A few of the students in the class gasped. He had caught my attention too, which was quite an accomplishment.
“I have always said that nothing can ever move faster than the speed of light. But that is incorrect. I discovered that when I died and came here. At first I thought it was the difference between our worlds, but it is not. It is actually also happening on earth. And I am quite amazed that in the fifty-six years I have been dead, no physicist on earth has discovered it yet. I have been keeping a close eye on them on earth and tried to help them discover this and it is not until now that they are beginning to realize it. The last thing I heard, European scientists have measured some subatomic particles called neutrinos that were moving a shade over the speed of light.”
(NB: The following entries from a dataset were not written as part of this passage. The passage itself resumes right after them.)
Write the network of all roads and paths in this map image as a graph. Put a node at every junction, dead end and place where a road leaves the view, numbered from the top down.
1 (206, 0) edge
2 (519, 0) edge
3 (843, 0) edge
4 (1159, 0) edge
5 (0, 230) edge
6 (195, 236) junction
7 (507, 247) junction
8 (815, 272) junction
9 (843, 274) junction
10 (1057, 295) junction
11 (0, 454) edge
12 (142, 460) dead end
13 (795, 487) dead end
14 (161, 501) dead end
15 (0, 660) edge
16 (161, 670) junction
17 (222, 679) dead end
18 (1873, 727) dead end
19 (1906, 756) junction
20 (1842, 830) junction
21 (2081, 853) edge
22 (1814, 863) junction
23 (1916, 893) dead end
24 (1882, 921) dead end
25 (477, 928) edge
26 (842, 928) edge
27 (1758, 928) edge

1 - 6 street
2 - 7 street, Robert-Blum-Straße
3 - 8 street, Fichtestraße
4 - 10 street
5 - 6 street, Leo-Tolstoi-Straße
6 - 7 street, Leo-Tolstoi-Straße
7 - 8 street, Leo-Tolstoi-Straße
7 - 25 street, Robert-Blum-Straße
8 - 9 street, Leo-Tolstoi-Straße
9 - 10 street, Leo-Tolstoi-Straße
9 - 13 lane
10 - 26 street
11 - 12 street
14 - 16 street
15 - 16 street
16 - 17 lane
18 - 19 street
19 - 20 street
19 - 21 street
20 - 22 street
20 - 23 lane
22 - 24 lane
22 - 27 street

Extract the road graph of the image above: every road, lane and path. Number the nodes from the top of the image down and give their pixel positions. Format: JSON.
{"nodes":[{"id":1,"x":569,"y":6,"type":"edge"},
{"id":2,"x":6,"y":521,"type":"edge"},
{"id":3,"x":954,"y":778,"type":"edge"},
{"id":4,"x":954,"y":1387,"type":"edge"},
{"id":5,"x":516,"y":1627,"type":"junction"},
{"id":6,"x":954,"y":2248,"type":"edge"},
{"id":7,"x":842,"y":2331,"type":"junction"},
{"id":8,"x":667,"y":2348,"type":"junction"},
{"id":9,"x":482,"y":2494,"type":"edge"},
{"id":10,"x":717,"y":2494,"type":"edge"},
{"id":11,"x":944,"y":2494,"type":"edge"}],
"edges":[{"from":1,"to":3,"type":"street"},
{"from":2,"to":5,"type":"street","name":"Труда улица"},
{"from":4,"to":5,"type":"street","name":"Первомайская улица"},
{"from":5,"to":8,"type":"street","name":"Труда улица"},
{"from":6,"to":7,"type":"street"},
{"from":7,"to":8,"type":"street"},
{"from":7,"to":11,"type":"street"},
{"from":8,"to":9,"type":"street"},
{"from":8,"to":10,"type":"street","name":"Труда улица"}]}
Mr. Einstein went to the chalkboard and started writing. Then he made a drawing of some mountains before he started explaining: “They sent the accelerated neutrinos from Switzerland through the Alps to particle detectors 450 miles away in Italy. When the two labs synchronized their watches, it appeared that the neutrinos had made the journey 0.0025 percent faster than a beam of light would have. That splinter of a second isn’t much. Nevertheless I am really excited about this discovery because it is the beginning of something new for the humans. Soon they will have to rewrite all the books—my books,” he laughed cheerfully. “And it will throw the faculties at major universities around the globe into a collective tizzy. But I say it is about time. I have been waiting years for this. But to get to the point of what I am telling you here, there are not only particles that move faster than light, there are also spirits and Angels who are able to do it.”